Please start any new threads on our new site at https://forums.sqlteam.com. We've got lots of great SQL Server experts to answer whatever question you can come up with.

 All Forums
 General SQL Server Forums
 Database Design and Application Architecture
 Historical Reporting on Changing Data

Author  Topic 

m_k_s@hotmail.com
Insecure what ??

38 Posts

Posted - 2008-04-27 : 14:30:45
I've got a customer who wants reproducible/historical reporting. The problem is that the underlying data changes.

I tried to explain that this can't be done (can it?), but he doesn't
understand.

To illustrate the situation - Let's say a teacher wants to track
spelling test scores for her students.
The below are scores for students A, B, and C (for January, February, March)

A: {70,80,85}
B: {70,65, 80}
C: {100,90,100}

So, I can generate a historical report that charts the class average
and student trend - that's pretty easy.

Now, in April, we find that the school board has mandated that the
British spelling of words is ok, so now the cumulative scores (for
January, February, March, April)

A: {90,80,85,100}
B: {80,65, 80,80}
C: {100,90,100,75}

He wants a report showing the January average as (70+70+100)/3 = 80,
when really it is (90+80+100)/3 = 90.

Now imagine that there are actually thousands of data points changing like this...
Now also imagine that we add and remove students on a regular basis...

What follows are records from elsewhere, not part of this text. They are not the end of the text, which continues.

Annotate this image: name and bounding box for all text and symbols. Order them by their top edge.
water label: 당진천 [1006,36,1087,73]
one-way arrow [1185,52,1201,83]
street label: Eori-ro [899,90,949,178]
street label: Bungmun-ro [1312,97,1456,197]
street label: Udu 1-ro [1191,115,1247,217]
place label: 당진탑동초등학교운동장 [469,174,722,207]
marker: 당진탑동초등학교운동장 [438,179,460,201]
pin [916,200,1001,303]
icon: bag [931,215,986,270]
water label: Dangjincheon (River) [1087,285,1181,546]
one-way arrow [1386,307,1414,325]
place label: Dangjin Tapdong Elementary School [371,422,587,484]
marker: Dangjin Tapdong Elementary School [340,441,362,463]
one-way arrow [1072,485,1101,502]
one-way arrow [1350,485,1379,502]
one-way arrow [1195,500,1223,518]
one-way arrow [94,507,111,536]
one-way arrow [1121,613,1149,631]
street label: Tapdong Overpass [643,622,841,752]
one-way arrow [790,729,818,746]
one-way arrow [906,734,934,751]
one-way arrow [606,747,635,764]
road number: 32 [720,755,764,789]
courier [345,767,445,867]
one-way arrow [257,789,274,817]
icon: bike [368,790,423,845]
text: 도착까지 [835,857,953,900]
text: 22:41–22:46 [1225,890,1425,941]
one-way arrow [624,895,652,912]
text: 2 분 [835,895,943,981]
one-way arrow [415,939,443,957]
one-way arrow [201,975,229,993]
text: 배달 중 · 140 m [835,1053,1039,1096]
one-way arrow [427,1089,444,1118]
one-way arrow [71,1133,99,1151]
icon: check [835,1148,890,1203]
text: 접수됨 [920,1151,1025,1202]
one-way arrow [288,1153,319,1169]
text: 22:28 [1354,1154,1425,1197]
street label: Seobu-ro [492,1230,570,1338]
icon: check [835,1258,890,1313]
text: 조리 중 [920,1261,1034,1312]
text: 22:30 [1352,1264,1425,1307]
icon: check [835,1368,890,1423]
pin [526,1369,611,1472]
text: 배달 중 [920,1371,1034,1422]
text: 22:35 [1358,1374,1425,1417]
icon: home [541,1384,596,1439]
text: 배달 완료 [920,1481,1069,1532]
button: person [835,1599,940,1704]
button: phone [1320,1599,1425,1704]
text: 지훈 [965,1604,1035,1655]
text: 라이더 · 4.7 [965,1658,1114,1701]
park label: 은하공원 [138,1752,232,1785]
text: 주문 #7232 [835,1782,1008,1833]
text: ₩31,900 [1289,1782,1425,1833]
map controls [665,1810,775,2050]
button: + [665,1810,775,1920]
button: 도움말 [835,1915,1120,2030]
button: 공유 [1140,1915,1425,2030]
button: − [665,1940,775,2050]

He and his office manager get frustrated when I explain that the
reports are not simple - in their mind it is. They have determined
the solution is to get a report writer and buy Crystal Reports...
I've tried to explain that the problem is that the report
specification is unclear (basically - they don't understand what they want). The situation is ok for now, I'm just trying to plan for when they figure out that buying Crystal Reports won't change their situation (except they are done several thousand dollars)...

Any tips?

rmiao
Master Smack Fu Yak Hacker

7266 Posts

Posted - 2008-04-27 : 15:17:43
No way if don't save current values to auditing table before changing them.
Go to Top of Page

m_k_s@hotmail.com
Insecure what ??

38 Posts

Posted - 2008-04-27 : 15:26:59
quote:
Originally posted by rmiao

No way if don't save current values to auditing table before changing them.



I've actually got an audit table - the problem is that the score can change a variable number of times in any timeframe... Having the audit here let's me track who/what/when/where/why, but it doesn't let me do magic reporting...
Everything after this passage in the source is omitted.